I remember growing up in church and constantly having the question thrown at us, “Who is your neighbor?” Of course, the good Sunday School answer is, “everyone.” Everyone is our neighbor, so we’re supposed to love everyone the same way we love ourselves.

And that looks real good when it’s written down on paper. I love everyone! Yeah… actions speak louder than words.

So I ask again, when you think of your neighbors, what comes to mind?

Are they people who live in your building that you may nod at when you happen to stop at the mailboxes with at the same time? Are they the family next door that you ignore and avoid eye contact with if you both happen to be outside? Are they the people that you spy on so that you can be the source of the latest gossip next time you get together with your friends?

Or, on a more positive note, are they people you genuinely care about? Are they people that you invite into your home? Do you have game nights together? Do you have barbecues in the summer? Do you throw block parties to celebrate the 4th of July each year?

I don’t know any of the people who live within a half mile radius of my house. More than likely, it extends beyond that. I’ve interacted with a family that sort of lives across the street once when my roommate’s dog got loose and made his way to their house. But I couldn’t tell you any of their names. I wouldn’t even be able to tell you how many people are in their family. Nor could I tell you who lives next door to them.

On our side of the street, the next house up is abandoned. The kind of place you’d dare people to spend the night in. Of course, that’s probably what a lot of people say about our house, too. On the other side of us, there’s nothing but an empty field until you get to the elementary school that’s just down the road.

We didn’t have church today at Northstar. Instead, we encouraged our folks to go into their neighborhoods and build relationships with the people who live closest to them. For those who have neighbors close by, I hope it has been a fun time of actually getting to know some new people and putting names with the faces that are seen but rarely spoken to.

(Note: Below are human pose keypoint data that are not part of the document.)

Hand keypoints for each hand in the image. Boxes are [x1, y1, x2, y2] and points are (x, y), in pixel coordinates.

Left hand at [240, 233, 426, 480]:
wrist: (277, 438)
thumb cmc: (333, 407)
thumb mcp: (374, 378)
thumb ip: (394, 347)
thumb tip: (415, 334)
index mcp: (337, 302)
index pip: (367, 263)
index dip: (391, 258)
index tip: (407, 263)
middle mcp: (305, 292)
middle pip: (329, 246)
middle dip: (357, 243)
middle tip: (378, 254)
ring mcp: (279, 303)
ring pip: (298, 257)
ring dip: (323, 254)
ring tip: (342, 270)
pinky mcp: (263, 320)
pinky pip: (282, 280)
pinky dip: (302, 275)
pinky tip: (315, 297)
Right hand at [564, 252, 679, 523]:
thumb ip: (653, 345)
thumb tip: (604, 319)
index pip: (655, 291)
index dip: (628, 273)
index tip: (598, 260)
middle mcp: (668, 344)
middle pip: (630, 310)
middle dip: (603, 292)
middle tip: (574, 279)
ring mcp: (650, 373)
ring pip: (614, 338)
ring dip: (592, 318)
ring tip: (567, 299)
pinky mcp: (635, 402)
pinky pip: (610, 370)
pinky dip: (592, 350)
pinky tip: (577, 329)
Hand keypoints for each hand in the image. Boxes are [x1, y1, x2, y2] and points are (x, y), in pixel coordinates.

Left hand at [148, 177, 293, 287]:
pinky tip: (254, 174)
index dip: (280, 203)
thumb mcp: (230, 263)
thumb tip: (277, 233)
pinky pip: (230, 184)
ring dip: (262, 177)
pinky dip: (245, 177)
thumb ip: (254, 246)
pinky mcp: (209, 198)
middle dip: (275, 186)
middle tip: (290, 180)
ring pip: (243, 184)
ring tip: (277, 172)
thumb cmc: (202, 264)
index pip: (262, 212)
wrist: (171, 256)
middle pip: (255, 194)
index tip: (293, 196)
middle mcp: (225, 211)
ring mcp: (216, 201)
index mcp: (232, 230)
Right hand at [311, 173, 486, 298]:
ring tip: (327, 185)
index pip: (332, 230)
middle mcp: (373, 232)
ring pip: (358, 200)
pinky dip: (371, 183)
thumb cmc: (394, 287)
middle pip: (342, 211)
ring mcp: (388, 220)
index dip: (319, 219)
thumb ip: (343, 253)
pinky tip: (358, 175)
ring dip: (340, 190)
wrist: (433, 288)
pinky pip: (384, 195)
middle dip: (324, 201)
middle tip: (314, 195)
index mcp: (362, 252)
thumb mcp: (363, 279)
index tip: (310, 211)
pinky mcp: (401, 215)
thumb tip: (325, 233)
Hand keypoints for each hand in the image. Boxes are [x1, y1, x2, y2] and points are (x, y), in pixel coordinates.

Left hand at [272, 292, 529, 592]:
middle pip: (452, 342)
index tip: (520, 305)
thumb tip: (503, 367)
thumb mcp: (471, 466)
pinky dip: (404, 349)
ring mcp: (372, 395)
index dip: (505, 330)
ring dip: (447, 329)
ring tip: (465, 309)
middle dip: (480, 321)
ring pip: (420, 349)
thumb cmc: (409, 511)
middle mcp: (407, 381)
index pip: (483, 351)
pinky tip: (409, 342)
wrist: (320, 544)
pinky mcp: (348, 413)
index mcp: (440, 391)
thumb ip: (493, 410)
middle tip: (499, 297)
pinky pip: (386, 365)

What do you think our world would look like if we followed that second commandment that Jesus gave in Mark? What if we literally took the time to love the people around us… and they, in turn, love the people around them… Ripples in a pond, with you at the epicenter.

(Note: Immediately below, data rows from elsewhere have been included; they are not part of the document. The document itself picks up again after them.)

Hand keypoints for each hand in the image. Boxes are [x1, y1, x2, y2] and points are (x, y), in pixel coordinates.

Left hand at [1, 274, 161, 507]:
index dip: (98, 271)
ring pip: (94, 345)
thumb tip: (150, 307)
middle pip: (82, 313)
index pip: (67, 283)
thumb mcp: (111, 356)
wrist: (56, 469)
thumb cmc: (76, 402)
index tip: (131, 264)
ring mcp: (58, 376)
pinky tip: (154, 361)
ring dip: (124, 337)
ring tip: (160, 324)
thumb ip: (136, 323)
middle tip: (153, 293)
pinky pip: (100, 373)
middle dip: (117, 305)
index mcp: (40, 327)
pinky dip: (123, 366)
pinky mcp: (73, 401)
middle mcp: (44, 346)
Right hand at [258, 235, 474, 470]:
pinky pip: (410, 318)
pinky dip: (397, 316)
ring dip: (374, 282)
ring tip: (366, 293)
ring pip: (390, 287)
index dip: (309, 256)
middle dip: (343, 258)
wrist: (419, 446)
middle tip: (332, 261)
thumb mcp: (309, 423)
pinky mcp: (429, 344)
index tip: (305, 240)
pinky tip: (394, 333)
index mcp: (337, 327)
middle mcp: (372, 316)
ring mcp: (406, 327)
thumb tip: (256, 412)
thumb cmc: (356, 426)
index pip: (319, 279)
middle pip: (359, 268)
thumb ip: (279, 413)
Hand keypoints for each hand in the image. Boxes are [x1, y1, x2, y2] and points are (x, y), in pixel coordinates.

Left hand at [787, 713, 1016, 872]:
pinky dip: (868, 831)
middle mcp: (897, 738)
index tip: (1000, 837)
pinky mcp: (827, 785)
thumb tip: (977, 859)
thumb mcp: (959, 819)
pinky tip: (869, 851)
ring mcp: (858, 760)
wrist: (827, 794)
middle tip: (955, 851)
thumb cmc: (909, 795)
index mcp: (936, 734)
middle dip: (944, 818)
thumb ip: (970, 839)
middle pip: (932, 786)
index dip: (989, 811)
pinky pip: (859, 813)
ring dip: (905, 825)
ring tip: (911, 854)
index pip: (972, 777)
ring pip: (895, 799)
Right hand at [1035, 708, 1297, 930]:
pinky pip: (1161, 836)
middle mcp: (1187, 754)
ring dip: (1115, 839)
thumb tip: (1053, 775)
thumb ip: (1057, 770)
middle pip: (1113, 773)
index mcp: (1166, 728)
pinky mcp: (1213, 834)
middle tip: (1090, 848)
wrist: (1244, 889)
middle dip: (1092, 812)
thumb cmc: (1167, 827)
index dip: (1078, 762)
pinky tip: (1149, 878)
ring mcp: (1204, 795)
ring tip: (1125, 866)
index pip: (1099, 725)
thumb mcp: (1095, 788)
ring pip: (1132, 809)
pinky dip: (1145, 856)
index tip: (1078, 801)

4 thoughts on “Neighboring

  1. My neighbors from childhood are still some of my closest friends! I spent every summer with them, and evenings, playing all sorts of games – outside & inside – swimming, ditch em, video games, movies. I guess that’s the cool thing about a small town – there isn’t much turn over in the old neighborhoods. The same people still all live there today. I know everyone in my current building – and my boyfriend’s neighbor is how we met. This was very eye opening for me. I thought neighbors were a part of everyone’s lives, but maybe I’m an anomaly. Or, I just talk a lot like your family females…. .xo.


  2. When I was growing up, there were a lot of kids on my street and we’d play road hockey outside in the summer. We’d know there was a game going on by looking out the window and joining on our own. We never hung out or talked outside of that. There were some kids I even played with who went to the same school as me, but we were in different friend groups despite spending the summer on the street together. It seems strange as I write it out. Now, I hardly see anyone except next-door neighbours and it’s just a wave or quick hello.